The Ijen caldera complex measures approximately 210 km2. Its name is linked to that of the only currently active volcano within the caldera, Kawah Ijen. The caldera contains more than 15 post caldera volcanic cones making it one of the top recommended area in the world for stunning volcanic scenery.

Starting from Denpasar Airport, Kuta, Ubud, Sanur or any other places in Bali, our english speaking driver will pick you up at 6 pm, with an AC vehicle to bring you to the most western part of Bali in Gilimanuk (Ferry terminal to Java). The trip take about 4 hours.

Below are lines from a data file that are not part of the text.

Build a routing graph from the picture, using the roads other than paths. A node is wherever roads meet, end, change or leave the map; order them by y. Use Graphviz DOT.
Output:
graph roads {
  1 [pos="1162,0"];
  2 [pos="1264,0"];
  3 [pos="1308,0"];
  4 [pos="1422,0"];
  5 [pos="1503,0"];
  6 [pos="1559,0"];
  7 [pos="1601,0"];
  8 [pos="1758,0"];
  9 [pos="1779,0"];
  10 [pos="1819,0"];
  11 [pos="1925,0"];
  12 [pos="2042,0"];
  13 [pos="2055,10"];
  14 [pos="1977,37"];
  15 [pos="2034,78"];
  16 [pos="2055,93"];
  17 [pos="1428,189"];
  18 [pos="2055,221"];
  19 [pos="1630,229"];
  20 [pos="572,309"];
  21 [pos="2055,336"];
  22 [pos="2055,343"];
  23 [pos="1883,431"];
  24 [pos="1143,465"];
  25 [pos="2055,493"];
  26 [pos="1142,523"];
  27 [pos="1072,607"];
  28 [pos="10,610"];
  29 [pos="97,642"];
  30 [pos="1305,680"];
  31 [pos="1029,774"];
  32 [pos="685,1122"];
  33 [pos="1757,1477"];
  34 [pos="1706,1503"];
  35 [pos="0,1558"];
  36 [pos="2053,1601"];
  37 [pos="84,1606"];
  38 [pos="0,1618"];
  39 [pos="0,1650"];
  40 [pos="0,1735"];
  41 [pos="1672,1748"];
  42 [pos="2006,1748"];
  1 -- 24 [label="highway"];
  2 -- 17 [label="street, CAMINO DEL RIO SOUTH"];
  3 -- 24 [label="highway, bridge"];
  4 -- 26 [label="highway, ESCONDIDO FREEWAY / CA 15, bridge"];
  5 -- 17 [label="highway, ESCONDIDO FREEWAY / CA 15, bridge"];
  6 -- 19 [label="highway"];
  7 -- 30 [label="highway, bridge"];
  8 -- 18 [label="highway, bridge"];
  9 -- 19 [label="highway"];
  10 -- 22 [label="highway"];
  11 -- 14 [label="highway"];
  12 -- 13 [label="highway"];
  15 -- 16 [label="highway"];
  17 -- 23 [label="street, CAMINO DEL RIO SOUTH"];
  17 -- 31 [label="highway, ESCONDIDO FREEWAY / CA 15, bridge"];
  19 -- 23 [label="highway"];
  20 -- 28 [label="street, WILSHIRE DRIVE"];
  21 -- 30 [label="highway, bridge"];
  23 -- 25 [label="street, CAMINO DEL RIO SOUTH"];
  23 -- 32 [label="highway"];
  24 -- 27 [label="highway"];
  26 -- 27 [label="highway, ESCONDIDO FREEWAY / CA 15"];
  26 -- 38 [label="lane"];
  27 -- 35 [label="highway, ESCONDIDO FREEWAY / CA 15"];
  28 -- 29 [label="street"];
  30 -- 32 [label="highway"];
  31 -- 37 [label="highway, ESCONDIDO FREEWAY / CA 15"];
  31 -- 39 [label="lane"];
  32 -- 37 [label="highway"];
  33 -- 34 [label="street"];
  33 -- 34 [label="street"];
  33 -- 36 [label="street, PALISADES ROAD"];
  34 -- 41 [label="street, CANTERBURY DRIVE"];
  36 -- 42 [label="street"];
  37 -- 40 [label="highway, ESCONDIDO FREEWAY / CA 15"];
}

Once in Gilimanuk, the ferry ride takes 1 hour to reach Ketapang (Banyuwangi ferry terminal). Remember that Java is h-1 compared to Bali.

From there, at around 12:00am we will bring you to Paltuding rest area (1-1,5 hour). The road offers a number of magic landscapes in the middle of rice fields, small villages and one one the last primary tropical rainforest left on Java island rounded by numerous volcanoes. You will mainly enjoy those sceneries on the way back during daytime.

From Paltuding Area, at around 1:30am, you will start hiking to Ijen Crater. It takes about 1:30 -1:45 minutes for the 3km hike following gentle slope and slightly uphill to reach the summit. The path is pretty well maintained in good condition and other views of rounding volcanoes and luxurious vegetation will accompany your journey. From the crater rim, providing you gas mask, we will bring you down to see the blue fire right on the edge of the acidic lake (temperature of the lake : +- 40°c; Ph: 0,5 ; max depth:+-200m). The laker is also the source for the river Banyupahit, resulting in highly acidic and metal-enriched river water which has a significant detrimental effect on the downstream river ecosystem.